_Action item:_ In the material below, find every line containing "roads" and copy that line.

[Data Boundary: Start]

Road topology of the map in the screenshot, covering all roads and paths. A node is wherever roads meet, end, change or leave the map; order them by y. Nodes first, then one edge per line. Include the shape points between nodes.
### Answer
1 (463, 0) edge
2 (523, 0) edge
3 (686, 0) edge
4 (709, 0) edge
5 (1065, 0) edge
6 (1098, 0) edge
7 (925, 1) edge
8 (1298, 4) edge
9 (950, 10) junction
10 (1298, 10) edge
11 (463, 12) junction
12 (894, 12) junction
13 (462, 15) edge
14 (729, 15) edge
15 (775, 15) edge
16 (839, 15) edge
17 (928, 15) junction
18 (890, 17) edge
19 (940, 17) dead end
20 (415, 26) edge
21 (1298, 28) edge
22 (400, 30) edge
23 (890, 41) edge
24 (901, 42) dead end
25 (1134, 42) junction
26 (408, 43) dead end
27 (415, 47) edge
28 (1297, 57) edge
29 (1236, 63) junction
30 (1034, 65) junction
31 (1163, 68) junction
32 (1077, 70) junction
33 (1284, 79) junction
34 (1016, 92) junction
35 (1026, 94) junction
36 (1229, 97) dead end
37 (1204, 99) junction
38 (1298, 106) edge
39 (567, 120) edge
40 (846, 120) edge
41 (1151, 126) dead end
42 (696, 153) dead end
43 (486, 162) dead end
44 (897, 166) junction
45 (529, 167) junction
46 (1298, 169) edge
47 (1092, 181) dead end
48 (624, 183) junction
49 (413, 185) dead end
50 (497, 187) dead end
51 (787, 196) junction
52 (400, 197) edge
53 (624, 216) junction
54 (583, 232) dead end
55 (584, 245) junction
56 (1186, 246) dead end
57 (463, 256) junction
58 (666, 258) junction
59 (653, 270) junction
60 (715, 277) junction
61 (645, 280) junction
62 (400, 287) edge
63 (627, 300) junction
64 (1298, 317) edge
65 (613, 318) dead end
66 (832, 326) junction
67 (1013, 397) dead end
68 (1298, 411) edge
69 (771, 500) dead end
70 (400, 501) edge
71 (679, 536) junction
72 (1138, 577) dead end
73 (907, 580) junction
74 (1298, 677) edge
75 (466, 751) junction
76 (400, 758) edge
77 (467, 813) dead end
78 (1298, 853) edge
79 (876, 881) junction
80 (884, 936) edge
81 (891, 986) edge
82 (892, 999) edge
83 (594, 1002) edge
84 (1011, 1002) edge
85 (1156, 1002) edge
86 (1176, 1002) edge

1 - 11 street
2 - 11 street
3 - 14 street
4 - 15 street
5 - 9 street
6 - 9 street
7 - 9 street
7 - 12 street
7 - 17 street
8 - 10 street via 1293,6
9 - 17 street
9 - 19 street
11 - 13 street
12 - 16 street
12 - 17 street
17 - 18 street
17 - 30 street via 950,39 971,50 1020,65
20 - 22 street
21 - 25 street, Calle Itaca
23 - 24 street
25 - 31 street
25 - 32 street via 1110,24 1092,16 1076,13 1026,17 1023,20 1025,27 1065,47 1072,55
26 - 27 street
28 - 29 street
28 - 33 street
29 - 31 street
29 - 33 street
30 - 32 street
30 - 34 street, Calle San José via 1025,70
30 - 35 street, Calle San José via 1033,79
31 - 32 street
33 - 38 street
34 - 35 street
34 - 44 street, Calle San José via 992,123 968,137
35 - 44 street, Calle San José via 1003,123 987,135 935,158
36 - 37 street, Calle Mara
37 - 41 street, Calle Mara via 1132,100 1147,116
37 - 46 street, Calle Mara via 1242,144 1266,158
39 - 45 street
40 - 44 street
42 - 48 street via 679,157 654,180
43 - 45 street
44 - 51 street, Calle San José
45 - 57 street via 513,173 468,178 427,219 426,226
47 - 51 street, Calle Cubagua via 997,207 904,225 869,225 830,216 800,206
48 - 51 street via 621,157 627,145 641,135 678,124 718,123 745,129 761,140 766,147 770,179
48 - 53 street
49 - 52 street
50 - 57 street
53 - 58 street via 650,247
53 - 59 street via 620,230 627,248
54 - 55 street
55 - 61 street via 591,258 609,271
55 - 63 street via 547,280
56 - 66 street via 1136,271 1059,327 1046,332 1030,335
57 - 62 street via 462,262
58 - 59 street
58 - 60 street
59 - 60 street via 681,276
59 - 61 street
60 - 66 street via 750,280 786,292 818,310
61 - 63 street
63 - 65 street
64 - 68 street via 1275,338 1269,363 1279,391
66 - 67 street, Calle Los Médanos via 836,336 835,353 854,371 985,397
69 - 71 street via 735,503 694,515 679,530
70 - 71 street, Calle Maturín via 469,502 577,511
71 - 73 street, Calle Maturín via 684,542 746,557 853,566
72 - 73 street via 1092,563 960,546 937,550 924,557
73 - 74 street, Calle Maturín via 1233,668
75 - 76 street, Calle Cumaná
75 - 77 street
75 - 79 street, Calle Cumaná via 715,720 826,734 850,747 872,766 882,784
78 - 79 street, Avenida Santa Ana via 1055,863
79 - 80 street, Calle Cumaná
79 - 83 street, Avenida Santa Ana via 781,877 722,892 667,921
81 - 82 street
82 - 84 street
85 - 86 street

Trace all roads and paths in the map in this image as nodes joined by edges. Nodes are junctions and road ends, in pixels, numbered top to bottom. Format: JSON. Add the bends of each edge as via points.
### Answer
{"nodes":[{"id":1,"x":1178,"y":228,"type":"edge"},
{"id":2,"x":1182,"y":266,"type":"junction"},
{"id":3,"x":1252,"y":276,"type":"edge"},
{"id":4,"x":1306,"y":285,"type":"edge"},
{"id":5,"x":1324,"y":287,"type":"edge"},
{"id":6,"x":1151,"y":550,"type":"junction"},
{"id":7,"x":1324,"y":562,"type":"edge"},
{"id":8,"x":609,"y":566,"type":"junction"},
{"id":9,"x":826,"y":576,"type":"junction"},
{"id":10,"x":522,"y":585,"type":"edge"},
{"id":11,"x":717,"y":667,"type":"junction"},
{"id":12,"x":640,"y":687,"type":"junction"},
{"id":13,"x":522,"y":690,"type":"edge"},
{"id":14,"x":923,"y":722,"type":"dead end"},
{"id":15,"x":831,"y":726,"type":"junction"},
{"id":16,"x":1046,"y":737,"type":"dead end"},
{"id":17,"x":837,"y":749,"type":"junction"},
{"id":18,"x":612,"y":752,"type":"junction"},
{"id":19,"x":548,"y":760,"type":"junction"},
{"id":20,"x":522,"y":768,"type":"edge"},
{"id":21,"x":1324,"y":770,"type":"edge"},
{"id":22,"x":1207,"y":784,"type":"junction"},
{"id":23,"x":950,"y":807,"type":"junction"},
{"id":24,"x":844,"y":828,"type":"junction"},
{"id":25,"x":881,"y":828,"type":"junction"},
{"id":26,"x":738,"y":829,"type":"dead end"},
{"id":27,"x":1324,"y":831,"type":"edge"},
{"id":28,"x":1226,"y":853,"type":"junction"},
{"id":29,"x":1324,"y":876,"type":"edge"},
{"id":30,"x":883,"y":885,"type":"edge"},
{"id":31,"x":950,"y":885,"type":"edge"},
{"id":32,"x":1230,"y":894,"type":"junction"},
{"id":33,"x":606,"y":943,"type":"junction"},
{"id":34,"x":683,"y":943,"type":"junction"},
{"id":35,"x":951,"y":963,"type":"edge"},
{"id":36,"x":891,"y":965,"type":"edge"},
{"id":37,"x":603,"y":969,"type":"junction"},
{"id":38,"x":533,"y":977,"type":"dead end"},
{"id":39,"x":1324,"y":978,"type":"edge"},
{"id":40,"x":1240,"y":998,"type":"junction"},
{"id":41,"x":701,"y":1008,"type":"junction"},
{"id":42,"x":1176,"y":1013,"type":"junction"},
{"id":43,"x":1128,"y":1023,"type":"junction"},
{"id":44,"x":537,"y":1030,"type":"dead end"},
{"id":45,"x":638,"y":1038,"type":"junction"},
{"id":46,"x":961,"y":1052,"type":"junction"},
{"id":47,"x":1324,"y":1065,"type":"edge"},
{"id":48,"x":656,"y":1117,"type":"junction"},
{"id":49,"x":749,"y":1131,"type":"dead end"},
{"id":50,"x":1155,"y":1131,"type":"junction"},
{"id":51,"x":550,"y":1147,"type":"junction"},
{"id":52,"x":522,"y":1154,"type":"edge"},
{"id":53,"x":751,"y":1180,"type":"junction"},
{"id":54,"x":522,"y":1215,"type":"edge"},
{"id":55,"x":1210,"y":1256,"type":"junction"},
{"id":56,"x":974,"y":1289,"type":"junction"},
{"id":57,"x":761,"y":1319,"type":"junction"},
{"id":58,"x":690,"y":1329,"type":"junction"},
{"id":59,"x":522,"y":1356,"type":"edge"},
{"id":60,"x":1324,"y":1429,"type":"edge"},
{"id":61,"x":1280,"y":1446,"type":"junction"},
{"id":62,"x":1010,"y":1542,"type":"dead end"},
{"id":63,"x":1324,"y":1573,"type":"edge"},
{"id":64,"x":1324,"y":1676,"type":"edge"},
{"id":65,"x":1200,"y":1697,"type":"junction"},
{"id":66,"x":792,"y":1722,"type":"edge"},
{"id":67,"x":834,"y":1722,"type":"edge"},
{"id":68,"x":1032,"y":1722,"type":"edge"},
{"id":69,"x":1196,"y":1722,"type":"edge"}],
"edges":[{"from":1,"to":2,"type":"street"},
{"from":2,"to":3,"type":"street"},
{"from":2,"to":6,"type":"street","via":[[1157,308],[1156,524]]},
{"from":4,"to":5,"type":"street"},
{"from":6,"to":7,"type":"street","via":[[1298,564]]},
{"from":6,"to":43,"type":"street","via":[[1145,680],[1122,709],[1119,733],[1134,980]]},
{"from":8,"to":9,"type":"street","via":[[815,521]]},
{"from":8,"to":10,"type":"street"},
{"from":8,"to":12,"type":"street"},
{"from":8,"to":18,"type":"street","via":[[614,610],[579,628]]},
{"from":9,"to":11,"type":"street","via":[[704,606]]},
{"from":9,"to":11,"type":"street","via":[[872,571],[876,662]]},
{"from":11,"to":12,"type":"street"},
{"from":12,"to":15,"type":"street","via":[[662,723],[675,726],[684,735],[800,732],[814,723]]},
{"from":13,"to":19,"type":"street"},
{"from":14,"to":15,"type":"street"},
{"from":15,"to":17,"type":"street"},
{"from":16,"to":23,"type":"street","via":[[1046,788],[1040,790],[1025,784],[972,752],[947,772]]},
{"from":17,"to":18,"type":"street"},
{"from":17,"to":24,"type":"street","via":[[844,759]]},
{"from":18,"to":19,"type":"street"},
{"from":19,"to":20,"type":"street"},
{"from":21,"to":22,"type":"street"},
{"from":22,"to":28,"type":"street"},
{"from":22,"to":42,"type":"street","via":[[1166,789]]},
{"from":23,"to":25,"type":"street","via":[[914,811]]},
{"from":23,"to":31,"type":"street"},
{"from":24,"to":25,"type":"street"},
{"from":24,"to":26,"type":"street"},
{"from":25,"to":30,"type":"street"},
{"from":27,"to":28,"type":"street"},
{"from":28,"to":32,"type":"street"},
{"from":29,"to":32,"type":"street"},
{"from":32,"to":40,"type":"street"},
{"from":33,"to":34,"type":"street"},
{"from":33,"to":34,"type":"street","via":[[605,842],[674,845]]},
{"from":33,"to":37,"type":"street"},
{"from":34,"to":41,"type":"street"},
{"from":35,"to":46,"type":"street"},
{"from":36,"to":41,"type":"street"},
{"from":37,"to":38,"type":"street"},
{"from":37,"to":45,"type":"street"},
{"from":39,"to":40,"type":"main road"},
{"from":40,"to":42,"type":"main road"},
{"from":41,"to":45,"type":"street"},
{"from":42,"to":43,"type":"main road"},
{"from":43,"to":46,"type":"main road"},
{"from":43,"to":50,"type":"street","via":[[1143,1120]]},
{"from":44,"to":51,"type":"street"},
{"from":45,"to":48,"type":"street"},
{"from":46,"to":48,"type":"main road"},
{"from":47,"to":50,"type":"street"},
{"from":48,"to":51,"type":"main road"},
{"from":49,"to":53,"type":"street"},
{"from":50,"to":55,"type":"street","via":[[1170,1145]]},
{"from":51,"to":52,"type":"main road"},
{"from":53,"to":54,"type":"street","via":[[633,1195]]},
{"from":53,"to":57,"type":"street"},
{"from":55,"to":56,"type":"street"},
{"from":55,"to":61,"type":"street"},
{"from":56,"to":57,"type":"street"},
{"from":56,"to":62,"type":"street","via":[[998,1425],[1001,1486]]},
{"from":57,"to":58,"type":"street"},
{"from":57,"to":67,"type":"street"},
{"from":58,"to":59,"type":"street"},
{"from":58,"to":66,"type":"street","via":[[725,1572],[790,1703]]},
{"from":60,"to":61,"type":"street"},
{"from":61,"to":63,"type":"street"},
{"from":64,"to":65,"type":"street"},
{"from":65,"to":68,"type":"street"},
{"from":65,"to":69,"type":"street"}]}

[Data Boundary: End]

_Answer to the problem:_
Road topology of the map in the screenshot, covering all roads and paths. A node is wherever roads meet, end, change or leave the map; order them by y. Nodes first, then one edge per line. Include the shape points between nodes.
Trace all roads and paths in the map in this image as nodes joined by edges. Nodes are junctions and road ends, in pixels, numbered top to bottom. Format: JSON. Add the bends of each edge as via points.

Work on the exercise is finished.